** Goal of the exercise **
Scan the material below for lines with the word "numbered". Reply with the count and no other words.

** Stored data **

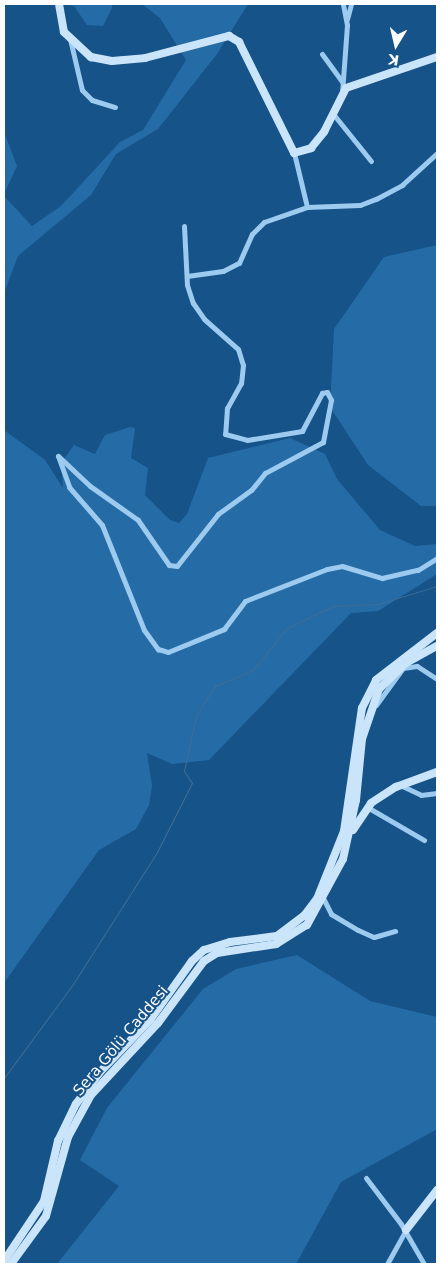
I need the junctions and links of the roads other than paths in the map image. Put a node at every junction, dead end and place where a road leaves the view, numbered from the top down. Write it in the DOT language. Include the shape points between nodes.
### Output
graph roads {
  1 [pos="59,4"];
  2 [pos="343,4"];
  3 [pos="351,4"];
  4 [pos="347,22"];
  5 [pos="70,39"];
  6 [pos="322,54"];
  7 [pos="437,57"];
  8 [pos="342,82"];
  9 [pos="342,94"];
  10 [pos="115,107"];
  11 [pos="334,115"];
  12 [pos="294,153"];
  13 [pos="437,153"];
  14 [pos="371,161"];
  15 [pos="308,207"];
  16 [pos="184,226"];
  17 [pos="187,276"];
  18 [pos="437,558"];
  19 [pos="437,633"];
  20 [pos="437,646"];
  21 [pos="437,679"];
  22 [pos="367,716"];
  23 [pos="356,734"];
  24 [pos="437,772"];
  25 [pos="400,785"];
  26 [pos="437,793"];
  27 [pos="367,807"];
  28 [pos="424,840"];
  29 [pos="347,842"];
  30 [pos="338,851"];
  31 [pos="320,891"];
  32 [pos="324,899"];
  33 [pos="395,932"];
  34 [pos="366,1178"];
  35 [pos="437,1190"];
  36 [pos="406,1230"];
  37 [pos="4,1261"];
  38 [pos="11,1264"];
  39 [pos="387,1264"];
  40 [pos="424,1264"];
  1 -- 5 [label="main road" via="59,17"];
  2 -- 4 [label="street"];
  3 -- 4 [label="street"];
  4 -- 8 [label="street"];
  5 -- 10 [label="street" via="82,90 92,100"];
  5 -- 12 [label="main road" via="91,57 112,61 187,50 229,36 239,42 252,61"];
  6 -- 8 [label="street"];
  7 -- 9 [label="main road" via="346,88"];
  8 -- 9 [label="street"];
  9 -- 11 [label="main road"];
  11 -- 12 [label="main road" via="311,148"];
  11 -- 14 [label="street"];
  12 -- 15 [label="street"];
  13 -- 15 [label="street" via="402,185 376,199 360,205"];
  15 -- 17 [label="street" via="264,222 239,263 223,271"];
  16 -- 17 [label="street"];
  17 -- 18 [label="street" via="193,303 204,319 238,349 243,365 241,383 227,408 225,434 247,440 302,431 322,393 327,392 331,400 323,442 265,473 251,490 218,514 176,566 169,565 138,520 90,486 64,456 58,456 69,487 102,525 144,630 158,649 168,652 224,629 245,600 327,569 342,566 382,578 418,570"];
  19 -- 23 [label="main road, Sera Gölü Caddesi" via="376,680 362,708"];
  20 -- 22 [label="main road, Sera Gölü Caddesi" via="392,674"];
  21 -- 22 [label="street" via="417,666 404,668"];
  22 -- 23 [label="street"];
  22 -- 29 [label="main road, Sera Gölü Caddesi"];
  23 -- 30 [label="main road, Sera Gölü Caddesi" via="351,796"];
  24 -- 25 [label="main road"];
  25 -- 26 [label="street" via="421,795"];
  25 -- 27 [label="main road"];
  27 -- 28 [label="street"];
  27 -- 29 [label="main road"];
  29 -- 30 [label="main road"];
  29 -- 32 [label="main road, Sera Gölü Caddesi"];
  30 -- 31 [label="main road, Sera Gölü Caddesi"];
  31 -- 32 [label="street"];
  31 -- 37 [label="main road, Sera Gölü Caddesi" via="290,929 258,940 204,950 150,1020 89,1084 64,1125 44,1201"];
  32 -- 33 [label="street" via="332,914 358,930 374,937"];
  32 -- 38 [label="main road, Sera Gölü Caddesi" via="308,925 291,939 217,952 204,961 158,1023 91,1095 68,1137 46,1216"];
  34 -- 36 [label="street"];
  35 -- 36 [label="main road"];
  36 -- 39 [label="street"];
  36 -- 40 [label="street"];
}
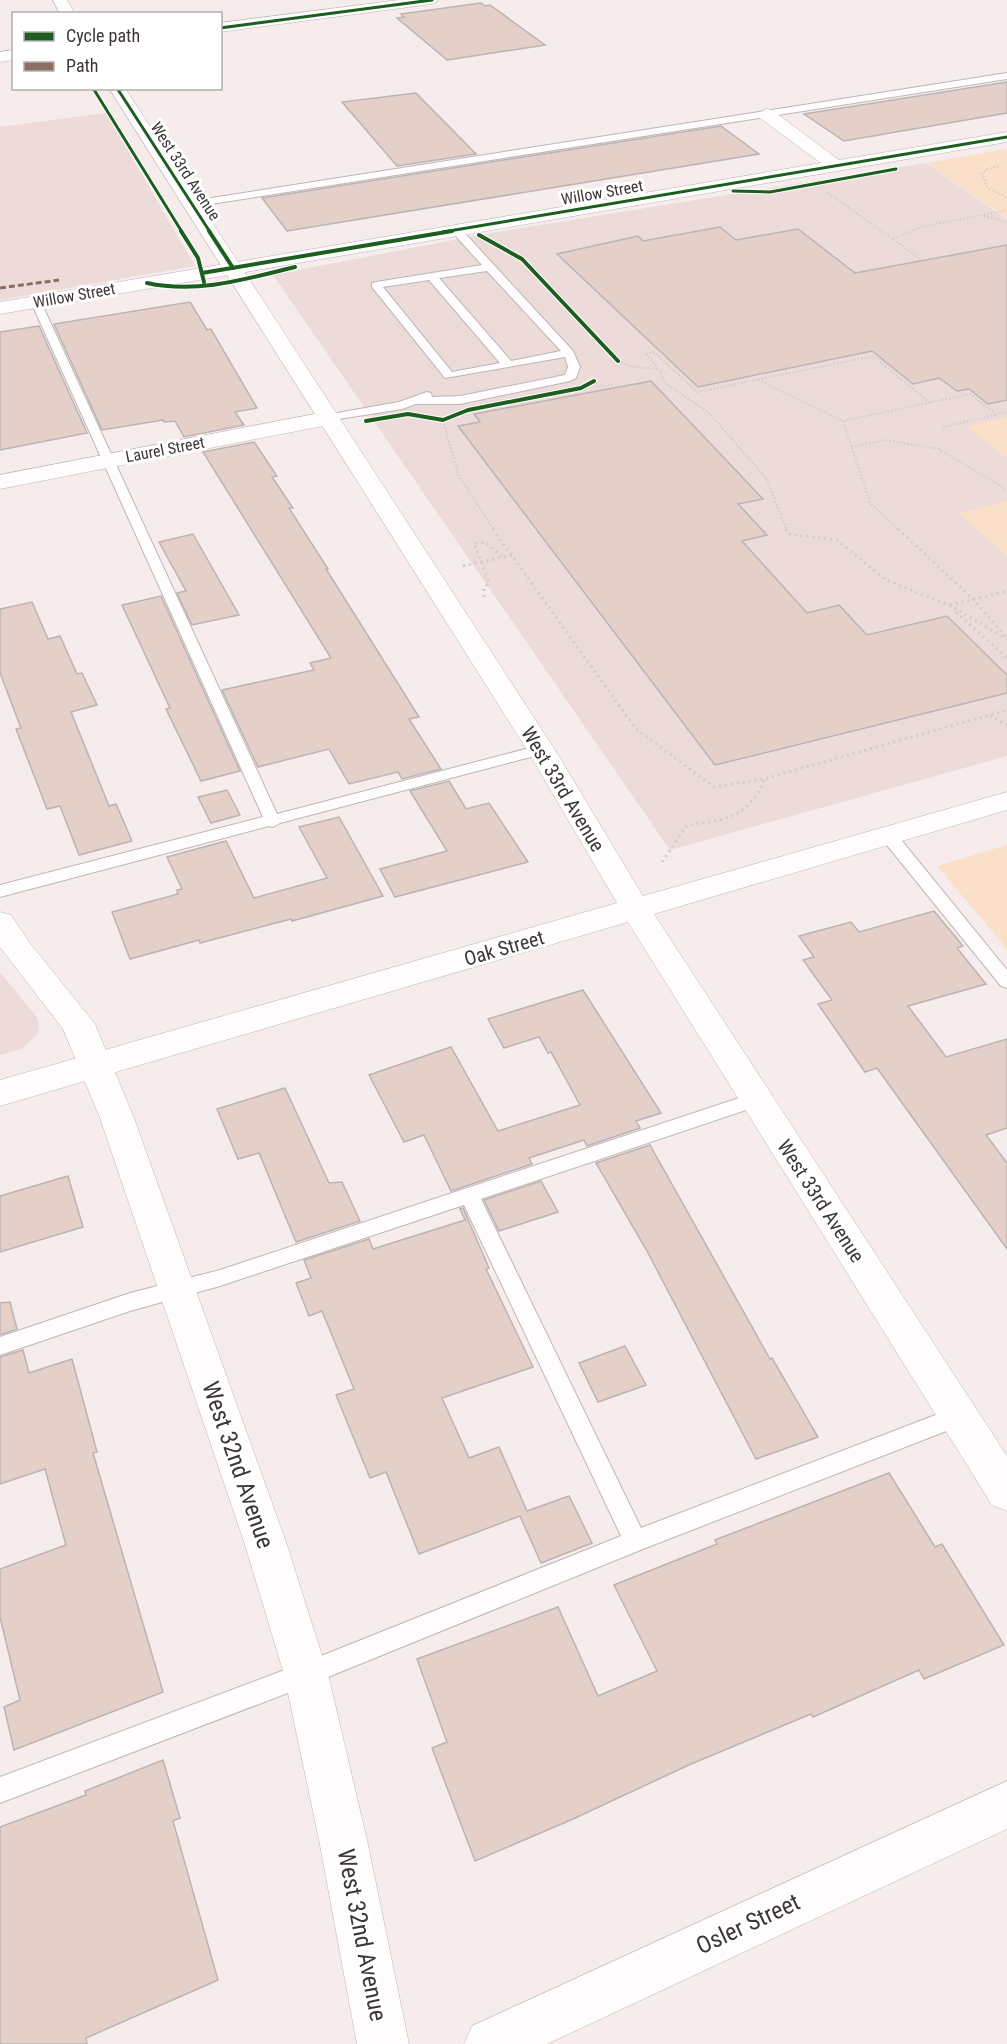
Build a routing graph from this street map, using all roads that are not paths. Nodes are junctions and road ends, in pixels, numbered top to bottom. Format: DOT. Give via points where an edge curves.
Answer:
graph roads {
  1 [pos="432,0"];
  2 [pos="222,28"];
  3 [pos="1007,76"];
  4 [pos="118,90"];
  5 [pos="766,114"];
  6 [pos="1007,137"];
  7 [pos="836,166"];
  8 [pos="192,204"];
  9 [pos="456,230"];
  10 [pos="490,267"];
  11 [pos="233,268"];
  12 [pos="430,276"];
  13 [pos="36,302"];
  14 [pos="0,308"];
  15 [pos="569,353"];
  16 [pos="508,365"];
  17 [pos="449,376"];
  18 [pos="418,400"];
  19 [pos="330,418"];
  20 [pos="108,460"];
  21 [pos="0,482"];
  22 [pos="541,750"];
  23 [pos="1007,801"];
  24 [pos="273,822"];
  25 [pos="888,835"];
  26 [pos="0,891"];
  27 [pos="636,910"];
  28 [pos="0,923"];
  29 [pos="1007,982"];
  30 [pos="95,1066"];
  31 [pos="0,1093"];
  32 [pos="757,1099"];
  33 [pos="468,1195"];
  34 [pos="176,1288"];
  35 [pos="0,1346"];
  36 [pos="959,1416"];
  37 [pos="1007,1492"];
  38 [pos="634,1542"];
  39 [pos="306,1674"];
  40 [pos="0,1790"];
  41 [pos="1007,1804"];
  42 [pos="383,2044"];
  43 [pos="490,2044"];
  1 -- 2 [label="street"];
  3 -- 5 [label="lane"];
  4 -- 8 [label="street, West 33rd Avenue"];
  5 -- 7 [label="street"];
  5 -- 8 [label="lane"];
  6 -- 7 [label="street, Willow Street"];
  7 -- 9 [label="street, Willow Street"];
  8 -- 11 [label="street, West 33rd Avenue"];
  9 -- 10 [label="lane"];
  9 -- 11 [label="street, Willow Street"];
  10 -- 12 [label="lane"];
  10 -- 15 [label="lane"];
  11 -- 13 [label="street, Willow Street"];
  11 -- 19 [label="street, West 33rd Avenue"];
  12 -- 16 [label="lane"];
  12 -- 17 [label="lane" via="376,285"];
  13 -- 14 [label="street, Willow Street"];
  13 -- 20 [label="lane"];
  15 -- 16 [label="lane"];
  15 -- 18 [label="lane" via="574,367 570,378 460,399"];
  16 -- 17 [label="lane"];
  17 -- 18 [label="lane" via="443,389"];
  18 -- 19 [label="lane"];
  19 -- 20 [label="street, Laurel Street"];
  19 -- 22 [label="street, West 33rd Avenue"];
  20 -- 21 [label="street, Laurel Street"];
  20 -- 24 [label="lane"];
  22 -- 24 [label="lane"];
  22 -- 27 [label="street, West 33rd Avenue"];
  23 -- 25 [label="street, Oak Street"];
  24 -- 26 [label="lane"];
  25 -- 27 [label="street, Oak Street"];
  25 -- 29 [label="lane"];
  27 -- 30 [label="street, Oak Street"];
  27 -- 32 [label="street, West 33rd Avenue"];
  28 -- 30 [label="street, West 32nd Avenue" via="78,1024"];
  30 -- 31 [label="street, Oak Street"];
  30 -- 34 [label="street, West 32nd Avenue"];
  32 -- 33 [label="lane"];
  32 -- 36 [label="street, West 33rd Avenue"];
  33 -- 34 [label="lane" via="220,1278"];
  33 -- 38 [label="lane"];
  34 -- 35 [label="lane"];
  34 -- 39 [label="street, West 32nd Avenue" via="265,1542"];
  36 -- 37 [label="street, West 33rd Avenue"];
  36 -- 38 [label="lane"];
  38 -- 39 [label="lane"];
  39 -- 40 [label="lane"];
  39 -- 42 [label="street, West 32nd Avenue"];
  41 -- 43 [label="street, Osler Street"];
}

** Exercise result **
2